At least FSD's are useful for doing armchair analysis on videos uploaded by Beta YouTubers, but otherwise it feels a bit like putting the cart before the horse

I'm a bit wary about this new blue creep barrier too, because I already see people in the 10.69 comments saying stuff like "Let the vehicle do its thing, the blue barrier is there!" while the driver should be looking forward and this imaginary barrier could give a false sense of confidence + let the car do something it shouldn't
It is better in a refresh S with the display right in front of you and the yoke doesn't obstruct your view of the visualizations. However, that screen can't be moved and is not touch sensitive so us S drivers don't get to move the visualization around.
I do agree, and for me, I can quickly glance down and see what is going on and not need to look at the middle screen.
 

Car stops short of a stop sign for a car that the driver didn’t see. Not really necessary to stop that far back since there wasn’t really a risk of an imminent collision, imo, could have just slowed and cautiously approached the stop line, but still impressive that the Tesla saw the other car behind the parked cars.
 
It is better in a refresh S with the display right in front of you and the yoke doesn't obstruct your view of the visualizations. However, that screen can't be moved and is not touch sensitive so us S drivers don't get to move the visualization around.
I do agree, and for me, I can quickly glance down and see what is going on and not need to look at the middle screen.

Agree. It's 100% better in the S to see what fsd is doing. Which is kinda ironic cause self driving is one of the reasons for the lack of cluster I guess.
 
TL-DR; The race to solve FSD just took a huge step forward with 10.69. Across the board, this is looking like a two nines step (aka 99 times out of 100 it does the right thing) and the next step is three nines without any big obstacles in the way...

Can't wait to test 10.69 with one turn that it has never done (oblique downhill obscured oncoming high speed UPL) and four roundabouts (one single lane and three multi-lane with ascending/descending slopes) that it struggles with >90% of the time with traffic (pedestrians/cars). **IF** it can do these >99% of the time *safely* (i.e. should not go when it shouldn't) AND not getting honked at (i.e. goes when it should) I'd do a wide release.

Due to the nature and confidence of Elons "FSD full release" tweet and watching Chuck's latest videos....

I feel like the MVP (Minimum Viable Product) test case has been established for FSD wide release in North America and they are close. I wonder what it contains?
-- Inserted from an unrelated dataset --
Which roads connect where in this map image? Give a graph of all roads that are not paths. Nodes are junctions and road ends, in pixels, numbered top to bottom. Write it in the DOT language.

Maybe something like an internal fleet wide average of miles per disengagement where employees drive in certain conditions, routes and iterations to establish statistical relevance then assuring that safety is exceeds baseline minima.
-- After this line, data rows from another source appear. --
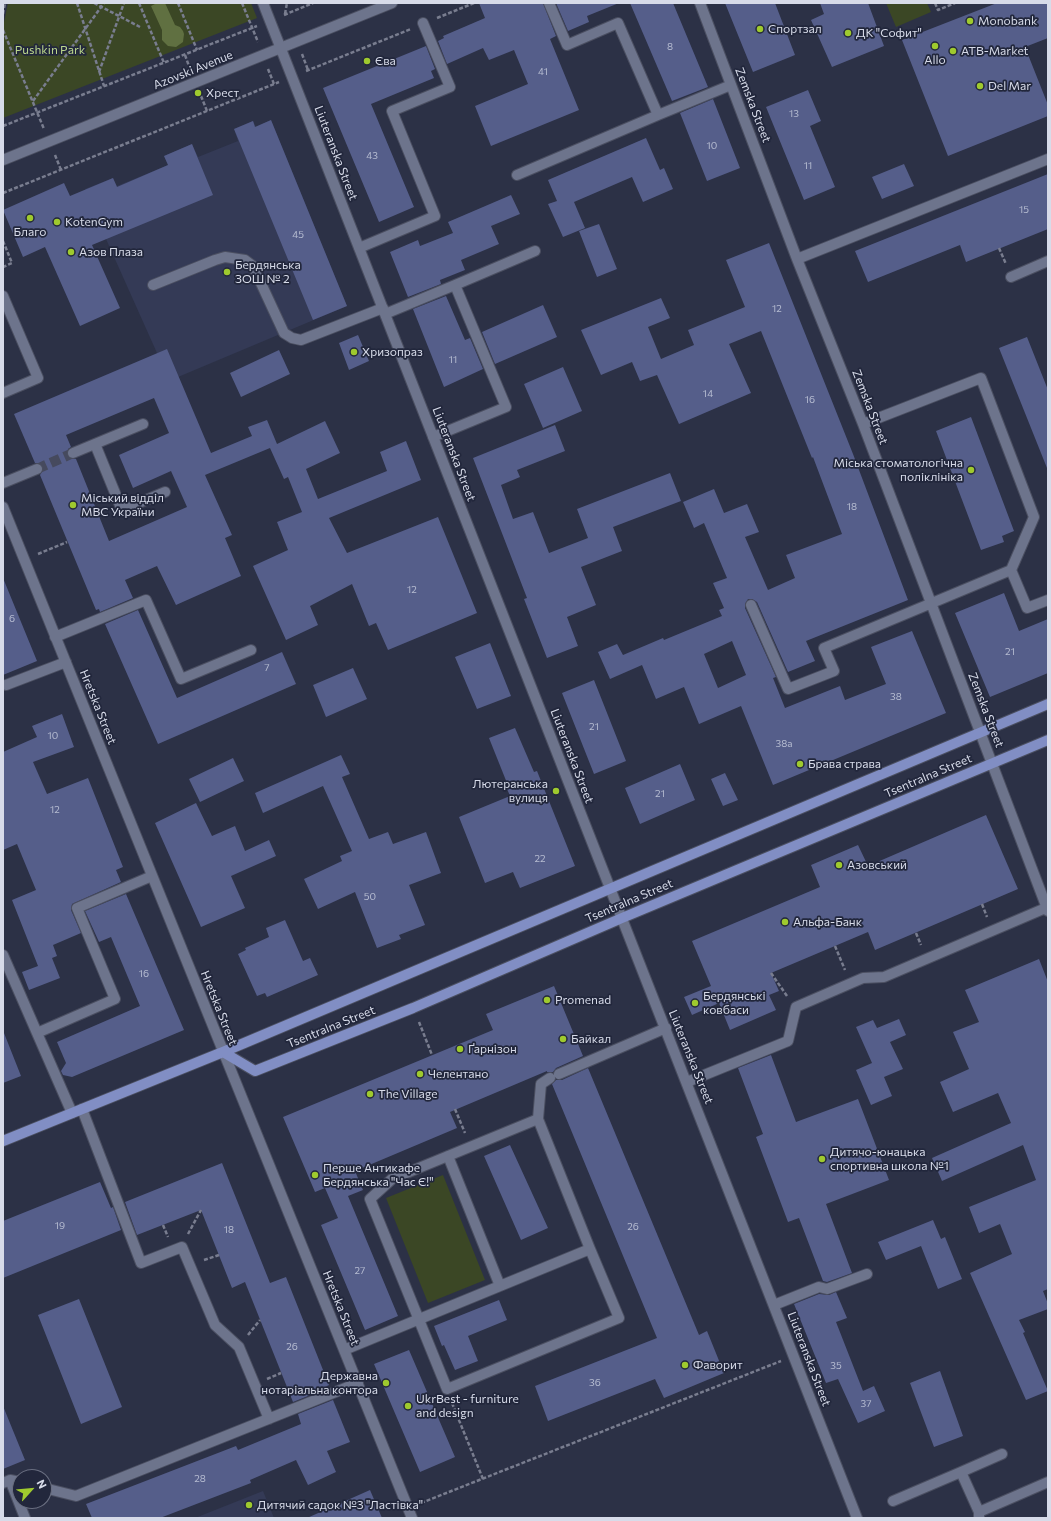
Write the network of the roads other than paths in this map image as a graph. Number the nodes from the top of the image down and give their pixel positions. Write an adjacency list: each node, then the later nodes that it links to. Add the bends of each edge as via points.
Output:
1 (263, 3): 6 (street, Liuteranska Street)
2 (392, 3): 6 (street, Azovski Avenue)
3 (549, 3): 8 (street, via 567,45 618,24)
4 (700, 3): 7 (street, Zemska Street)
5 (423, 24): 12 (street, via 450,87 392,111 435,216)
6 (281, 49): 10 (street, Azovski Avenue); 12 (street, Liuteranska Street)
7 (731, 85): 8 (street); 14 (street, Zemska Street)
8 (658, 115): 11 (street)
9 (1048, 159): 14 (street)
10 (3, 160)
11 (517, 175)
12 (359, 248): 20 (street, Liuteranska Street)
13 (535, 251): 18 (street)
14 (797, 259): 23 (street, Zemska Street)
15 (1048, 261): 16 (street)
16 (1011, 277)
17 (153, 285): 20 (street, via 225,257 245,260 252,266 284,332 292,338 302,340)
18 (455, 285): 20 (street); 24 (street, via 506,407)
19 (3, 296): 21 (street, via 38,378)
20 (384, 311): 24 (street, Liuteranska Street)
21 (3, 393)
22 (143, 424): 25 (street)
23 (863, 424): 31 (street, via 981,378 1034,517); 33 (street, Zemska Street)
24 (433, 437): 44 (street, Liuteranska Street)
25 (95, 444): 26 (street); 29 (street, via 122,510)
26 (73, 453)
27 (37, 469): 28 (street)
28 (3, 483)
29 (165, 492)
30 (3, 507): 35 (street, Hretska Street)
31 (1012, 570): 32 (street, via 1027,608); 33 (street)
32 (1048, 600)
33 (930, 604): 34 (street, via 824,648 834,671 788,689); 40 (street, Zemska Street)
34 (751, 605)
35 (55, 637): 36 (street, via 146,600 181,679); 37 (street, Hretska Street)
36 (250, 650)
37 (66, 662): 38 (street); 43 (street, Hretska Street)
38 (6, 685)
39 (1048, 704): 40 (main road, Tsentralna Street)
40 (980, 732): 42 (street, Zemska Street); 44 (main road, Tsentralna Street)
41 (1048, 740): 42 (main road, Tsentralna Street)
42 (992, 763): 45 (street, Zemska Street); 46 (main road, Tsentralna Street)
43 (152, 876): 49 (street, via 77,908 115,999); 50 (street, Hretska Street)
44 (610, 889): 46 (street, Liuteranska Street); 50 (main road, Tsentralna Street)
45 (1048, 909): 51 (street, via 884,977 862,978 796,1007 788,1041)
46 (622, 918): 48 (street, Liuteranska Street); 50 (main road, Tsentralna Street, via 413,1008 255,1071)
47 (3, 955): 49 (street)
48 (666, 1028): 51 (street, Liuteranska Street); 54 (street, via 541,1084)
49 (37, 1033): 53 (street)
50 (223, 1052): 52 (main road, Tsentralna Street); 62 (street, Hretska Street)
51 (687, 1082): 60 (street, Liuteranska Street)
52 (82, 1109): 53 (main road, Tsentralna Street); 64 (street, via 141,1263 182,1247 215,1325 239,1347)
53 (72, 1113): 55 (main road, Tsentralna Street)
54 (538, 1119): 56 (street); 57 (street)
55 (3, 1141)
56 (448, 1156): 59 (street); 61 (street, via 392,1179 370,1199)
57 (590, 1249): 59 (street); 61 (street, via 619,1318 447,1389)
58 (867, 1274): 60 (street, via 827,1289 819,1287)
59 (500, 1286): 61 (street)
60 (774, 1305): 74 (street, Liuteranska Street)
61 (418, 1319): 62 (street)
62 (344, 1350): 63 (street, Hretska Street)
63 (358, 1383): 64 (street); 73 (street, Hretska Street)
64 (269, 1419): 69 (street, via 76,1496)
65 (1002, 1454): 66 (street)
66 (961, 1472): 70 (street); 71 (street)
67 (6, 1481): 72 (street)
68 (1048, 1482): 71 (street)
69 (52, 1490)
70 (893, 1501)
71 (979, 1515)
72 (25, 1518)
73 (412, 1518)
74 (857, 1518)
Obviously not there yet, but oh so much closer now.

In fact, I'd debate that they have no local maxima in their way currently. Tuning and tweaking could take months/quarters, but it does not feel like years now. Couldn't have said that before 10.69

The creep wall is impressive, provides confidence to the driver through an easy to understand visualization of how far the car is going to go prior to committing to occupying the lane. As well as the blue median box for where it is going to end up. Chuck's videos are super impressive and it is looking highly human predictable how the AI is going to handle complex maneuvers.

There are probably a dozen such scenarios like you listed, FSD needs to navigate before a wide release. I will just mention two here:

- the ability to cross over 3 lanes within quarter mile to take an exit or take a right turn under heavy traffic.

There are many highway service roads here in DFW area, where once you take an exit off the highway, the service road itself is three lanes. Once off the highway exit, as you merge onto left most lane of the service road, you have to quickly scoot over to the right most lane before the next light within about 2000 feet . Gets very tricky on heavy evening traffic.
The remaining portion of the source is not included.